Are you saying he is incapable of improving to become a decent shooter from distance? Or are you saying it is unlikely? Given that he was bad his freshman year and then good his second year with more system familiarity, and that he was again bad in learning a new system,… I am open to the idea that comfort in the UVA system and an off-season of work could yield very good results next year.

Justin Anderson made a career off of 2.5 months of great 3-pt shooting after off-season training.

1 Like

Couldn’t care less about 33% … creates no spacing or gravity as guys won’t guard him tightly.
He’s taken 4 or more in 42 games.
He’s 40% or better in 17 of those 42.
He was 33% in 2 of those and 40% in 1.
So in 22 0f those 42 higher volume games he is effectively shooting his team out of the game.
He’s taken 3 in a game 11 times and is either 1/3 or 0/3 in 10 of those 11.
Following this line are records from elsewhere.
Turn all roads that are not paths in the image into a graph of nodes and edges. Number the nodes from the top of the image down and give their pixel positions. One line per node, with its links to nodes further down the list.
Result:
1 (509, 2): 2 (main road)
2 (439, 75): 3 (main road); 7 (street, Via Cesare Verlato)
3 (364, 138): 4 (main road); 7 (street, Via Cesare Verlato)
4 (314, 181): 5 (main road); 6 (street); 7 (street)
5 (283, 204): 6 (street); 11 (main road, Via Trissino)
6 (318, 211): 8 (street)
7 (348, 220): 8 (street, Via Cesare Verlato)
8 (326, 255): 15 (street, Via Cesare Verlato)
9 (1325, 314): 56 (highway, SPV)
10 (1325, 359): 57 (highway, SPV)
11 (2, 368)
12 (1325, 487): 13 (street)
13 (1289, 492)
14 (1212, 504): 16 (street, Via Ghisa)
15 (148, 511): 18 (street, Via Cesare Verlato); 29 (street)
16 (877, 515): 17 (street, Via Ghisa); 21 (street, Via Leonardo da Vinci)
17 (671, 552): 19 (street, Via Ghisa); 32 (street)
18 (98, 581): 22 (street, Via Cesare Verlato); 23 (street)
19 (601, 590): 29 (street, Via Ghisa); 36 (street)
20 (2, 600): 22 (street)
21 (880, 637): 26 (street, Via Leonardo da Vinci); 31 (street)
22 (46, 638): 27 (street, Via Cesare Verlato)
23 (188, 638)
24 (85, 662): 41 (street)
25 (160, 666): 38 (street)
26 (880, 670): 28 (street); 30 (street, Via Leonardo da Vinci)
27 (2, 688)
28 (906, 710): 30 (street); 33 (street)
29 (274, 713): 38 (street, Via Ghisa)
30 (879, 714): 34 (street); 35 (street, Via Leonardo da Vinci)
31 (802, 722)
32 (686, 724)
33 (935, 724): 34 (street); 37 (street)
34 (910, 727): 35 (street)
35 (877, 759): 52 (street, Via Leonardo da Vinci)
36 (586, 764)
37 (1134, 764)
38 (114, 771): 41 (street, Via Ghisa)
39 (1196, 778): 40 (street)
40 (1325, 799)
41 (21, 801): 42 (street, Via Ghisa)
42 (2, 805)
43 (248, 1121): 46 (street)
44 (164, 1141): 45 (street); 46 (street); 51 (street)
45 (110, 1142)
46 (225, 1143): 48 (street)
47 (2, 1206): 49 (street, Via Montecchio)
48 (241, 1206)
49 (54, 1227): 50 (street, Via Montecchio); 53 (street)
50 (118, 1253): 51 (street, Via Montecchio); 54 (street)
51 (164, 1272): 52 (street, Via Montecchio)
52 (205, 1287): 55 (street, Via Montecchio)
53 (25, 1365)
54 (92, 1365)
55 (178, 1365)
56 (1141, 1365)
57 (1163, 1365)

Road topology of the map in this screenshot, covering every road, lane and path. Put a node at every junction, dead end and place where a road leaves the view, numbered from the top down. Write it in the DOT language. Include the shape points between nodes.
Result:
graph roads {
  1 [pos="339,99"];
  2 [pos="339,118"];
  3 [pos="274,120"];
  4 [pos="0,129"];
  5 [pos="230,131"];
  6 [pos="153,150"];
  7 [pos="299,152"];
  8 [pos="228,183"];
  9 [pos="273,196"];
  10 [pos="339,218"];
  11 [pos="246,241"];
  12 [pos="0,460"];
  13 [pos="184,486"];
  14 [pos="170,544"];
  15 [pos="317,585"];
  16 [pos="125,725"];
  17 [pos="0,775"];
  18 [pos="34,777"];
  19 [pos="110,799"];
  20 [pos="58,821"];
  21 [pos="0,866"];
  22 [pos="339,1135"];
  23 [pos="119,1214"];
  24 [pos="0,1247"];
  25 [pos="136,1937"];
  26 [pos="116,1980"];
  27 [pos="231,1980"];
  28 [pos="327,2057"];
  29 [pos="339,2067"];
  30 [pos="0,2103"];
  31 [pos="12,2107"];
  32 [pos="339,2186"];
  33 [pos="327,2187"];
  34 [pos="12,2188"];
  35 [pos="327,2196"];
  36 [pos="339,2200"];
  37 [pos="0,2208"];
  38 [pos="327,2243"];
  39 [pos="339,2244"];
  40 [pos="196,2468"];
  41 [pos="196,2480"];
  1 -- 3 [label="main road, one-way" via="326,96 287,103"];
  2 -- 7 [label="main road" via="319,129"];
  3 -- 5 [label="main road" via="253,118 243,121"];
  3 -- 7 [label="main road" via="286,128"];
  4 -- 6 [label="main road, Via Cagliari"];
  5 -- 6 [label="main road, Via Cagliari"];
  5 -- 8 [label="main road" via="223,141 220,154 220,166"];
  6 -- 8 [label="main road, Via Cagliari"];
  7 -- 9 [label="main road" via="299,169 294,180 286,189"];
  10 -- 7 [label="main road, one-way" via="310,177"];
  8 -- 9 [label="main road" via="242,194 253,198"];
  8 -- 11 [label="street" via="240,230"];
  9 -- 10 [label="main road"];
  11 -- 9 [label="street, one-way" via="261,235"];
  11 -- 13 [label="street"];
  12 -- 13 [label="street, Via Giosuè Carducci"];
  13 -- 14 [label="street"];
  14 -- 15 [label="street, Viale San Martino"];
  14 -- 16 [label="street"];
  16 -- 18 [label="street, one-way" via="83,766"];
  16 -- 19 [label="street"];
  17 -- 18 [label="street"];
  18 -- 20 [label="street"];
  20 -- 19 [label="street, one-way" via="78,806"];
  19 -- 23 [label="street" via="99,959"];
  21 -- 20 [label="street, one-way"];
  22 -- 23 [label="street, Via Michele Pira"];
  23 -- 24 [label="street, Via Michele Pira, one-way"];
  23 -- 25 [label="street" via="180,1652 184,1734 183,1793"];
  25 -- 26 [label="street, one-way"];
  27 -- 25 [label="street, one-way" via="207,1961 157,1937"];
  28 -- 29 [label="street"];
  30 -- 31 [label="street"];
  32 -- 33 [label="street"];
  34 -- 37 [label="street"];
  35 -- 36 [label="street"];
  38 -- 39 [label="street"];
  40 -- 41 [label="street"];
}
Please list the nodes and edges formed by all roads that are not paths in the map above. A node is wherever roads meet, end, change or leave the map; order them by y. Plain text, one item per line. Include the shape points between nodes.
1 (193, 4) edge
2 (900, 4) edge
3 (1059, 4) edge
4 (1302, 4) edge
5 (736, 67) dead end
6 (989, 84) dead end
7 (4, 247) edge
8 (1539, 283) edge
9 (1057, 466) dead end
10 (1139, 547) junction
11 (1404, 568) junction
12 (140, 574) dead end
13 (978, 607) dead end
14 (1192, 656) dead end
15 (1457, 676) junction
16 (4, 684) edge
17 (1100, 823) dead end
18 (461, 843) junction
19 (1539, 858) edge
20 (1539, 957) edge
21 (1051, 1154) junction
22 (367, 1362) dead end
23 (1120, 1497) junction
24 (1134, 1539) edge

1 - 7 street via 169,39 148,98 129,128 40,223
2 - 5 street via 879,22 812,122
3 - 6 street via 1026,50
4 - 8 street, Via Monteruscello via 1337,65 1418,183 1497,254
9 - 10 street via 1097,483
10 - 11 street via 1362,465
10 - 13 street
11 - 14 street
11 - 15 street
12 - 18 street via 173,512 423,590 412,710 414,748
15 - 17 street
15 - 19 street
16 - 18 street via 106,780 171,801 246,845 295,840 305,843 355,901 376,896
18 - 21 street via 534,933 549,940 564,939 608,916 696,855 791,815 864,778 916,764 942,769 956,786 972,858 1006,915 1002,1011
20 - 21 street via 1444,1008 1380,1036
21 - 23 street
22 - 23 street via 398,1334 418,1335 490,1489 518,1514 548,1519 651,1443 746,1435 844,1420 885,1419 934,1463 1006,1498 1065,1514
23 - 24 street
This is false unless you are talking about a team like ours where the other people around the shooter can’t shoot either. Which lord help us if that’s the situation we are in again next year. But in a functioning offense 33% is the Mendoza line.

Let’s examine his sophomore year.
He played 22 games.
He shot better than 34% from 3 10 times.
He had 13 games of 1 or 0 makes.
So he’s bad from 3 59% of the time his best year.

If you think 33% is acceptable as a UVA 2 guard for a Sweet 16 caliber team, it would seem you don’t understand Tony’s offense. It may be acceptable elsewhere where they generate a lot more possessions by steals and offensive rebounds. We’ve never done that.
We’ve only ever been good under Tony when we have 2 starters who are knockdown shooters + multiple reserves who have serious gravity opening the floor for slashers and bigs.

Edit … I will caveat by saying I would hope those %'s translate to the madness. Generally lesser shooters shoot worse when the pressure is greater - because they just aren’t good enough.

Eh. There were some low volume attempt games in there too. If a guy is 0-1 in a game, it doesn’t make him a bad shooter. You could also say that he shot 50% or better from 3 in 10 of his 22 games. That sounds pretty great. He had some great games and some stinkers. His results look fairly streaky to me. Still, if we wants to go all Justin Anderson 2014-15, I’m fine with that. He was a career sub 30% until hitting 45% his last year. And it was 55.7% from Nov-Mid Jan before going 23.5% the rest of the way.

1 Like

Maybe he can’t shoot as well in front of a crowd. His aberration season was the crowdless one.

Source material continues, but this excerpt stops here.